We were sitting at a stop light waiting for the officer’s signal to turn left into the church parking lot. It was family weekend and we were discussing lunch plans and events to do around the university. Mom must have gotten warm because she cracked the car window. The officer was finally giving us the go ahead and we slowly started moving forward. Weirdly slowly. I looked over expecting to see my mom playing on her phone. “Mom!” Something was wrong. Her head was down, her arms and hands slightly twitching. Instantly my eyes overflowed with tears. “Mom! Mom, wake up!” I panicked! I started hitting her trying to stimulate something in her and yelling loudly. It only lasted a few moments, but they were the scariest moments of my life. My mom had completely randomly passed out and had a small seizure-in the drivers seat! Thank you, God, that we had stopped at a light.
That was the first time I had ever truly feared for the life of a loved one. I had no idea what to do. My mind instantly went into overdrive trying to wake her up and think of how to steer the car if I needed to and a million other things all a once. I have no idea what the officer thought was going on. I have no idea what anyone around thought. The world around me disappeared as my mother sat, unconscious, and I exploded into a teary mess. This had never happened before. There was nothing that should have brought it on. She had no idea what had happened.

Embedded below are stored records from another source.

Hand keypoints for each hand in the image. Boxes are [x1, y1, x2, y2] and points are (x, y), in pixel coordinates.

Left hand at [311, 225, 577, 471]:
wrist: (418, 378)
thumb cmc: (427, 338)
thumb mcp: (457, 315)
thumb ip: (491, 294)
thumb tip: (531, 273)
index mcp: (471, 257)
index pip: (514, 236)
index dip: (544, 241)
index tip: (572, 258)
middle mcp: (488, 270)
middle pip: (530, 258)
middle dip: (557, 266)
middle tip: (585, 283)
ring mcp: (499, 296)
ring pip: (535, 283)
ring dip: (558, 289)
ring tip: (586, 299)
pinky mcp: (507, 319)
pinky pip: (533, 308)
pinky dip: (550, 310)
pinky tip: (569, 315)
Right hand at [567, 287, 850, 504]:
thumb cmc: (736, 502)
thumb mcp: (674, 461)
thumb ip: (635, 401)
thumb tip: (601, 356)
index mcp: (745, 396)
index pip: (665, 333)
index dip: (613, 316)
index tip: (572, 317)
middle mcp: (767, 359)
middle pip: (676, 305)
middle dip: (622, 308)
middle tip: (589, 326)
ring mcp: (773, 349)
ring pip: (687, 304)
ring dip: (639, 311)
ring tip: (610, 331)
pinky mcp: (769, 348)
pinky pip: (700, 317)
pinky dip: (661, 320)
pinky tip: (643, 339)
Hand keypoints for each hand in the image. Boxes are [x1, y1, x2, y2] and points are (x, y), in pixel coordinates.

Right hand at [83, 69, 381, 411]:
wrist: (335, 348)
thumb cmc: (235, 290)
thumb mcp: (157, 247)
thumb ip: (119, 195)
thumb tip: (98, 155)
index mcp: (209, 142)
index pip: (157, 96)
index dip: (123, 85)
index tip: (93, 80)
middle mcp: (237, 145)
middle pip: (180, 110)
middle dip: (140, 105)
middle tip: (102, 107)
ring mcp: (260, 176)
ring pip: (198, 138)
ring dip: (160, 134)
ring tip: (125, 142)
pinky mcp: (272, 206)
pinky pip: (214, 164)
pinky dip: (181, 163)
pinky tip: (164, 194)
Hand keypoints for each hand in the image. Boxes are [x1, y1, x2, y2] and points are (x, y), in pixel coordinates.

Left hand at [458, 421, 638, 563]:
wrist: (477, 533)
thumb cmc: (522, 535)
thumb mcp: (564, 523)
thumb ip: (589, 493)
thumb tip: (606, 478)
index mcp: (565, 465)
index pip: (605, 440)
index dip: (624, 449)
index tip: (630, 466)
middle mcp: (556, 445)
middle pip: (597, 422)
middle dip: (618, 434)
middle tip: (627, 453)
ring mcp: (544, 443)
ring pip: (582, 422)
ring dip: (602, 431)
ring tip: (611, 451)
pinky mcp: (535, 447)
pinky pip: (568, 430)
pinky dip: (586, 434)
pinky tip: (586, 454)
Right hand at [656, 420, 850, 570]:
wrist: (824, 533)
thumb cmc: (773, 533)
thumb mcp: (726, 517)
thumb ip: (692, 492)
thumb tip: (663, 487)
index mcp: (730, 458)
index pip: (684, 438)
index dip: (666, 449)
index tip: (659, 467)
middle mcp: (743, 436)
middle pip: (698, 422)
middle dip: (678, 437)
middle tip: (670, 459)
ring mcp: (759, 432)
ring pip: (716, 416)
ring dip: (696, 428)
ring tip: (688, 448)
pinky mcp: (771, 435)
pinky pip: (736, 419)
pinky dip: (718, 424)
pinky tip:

She woke up quickly and drove us straight into the parking lot as I curled into a ball in my seat releived, but uncontrollably shaking and crying from shock.
She ended up having more episodes like that for a while before medicine was prescribed to manage it. We still don’t know what caused these seizure-like black outs. For a long time after that I freaked out whenever anyone who I rode with dropped their head down while driving, which happens a lot in our smartphone filled world. I cried out of panic the first time my boyfriend looked down at something while we sat at a light.
Panic is such a strong emotion that it sticks with you. It can become a part of who you are. Years later I still feel a sense of panic when I think about that day. But thankfully, my mother was kept safe and as many times as she had those episodes, she never had another one in a car.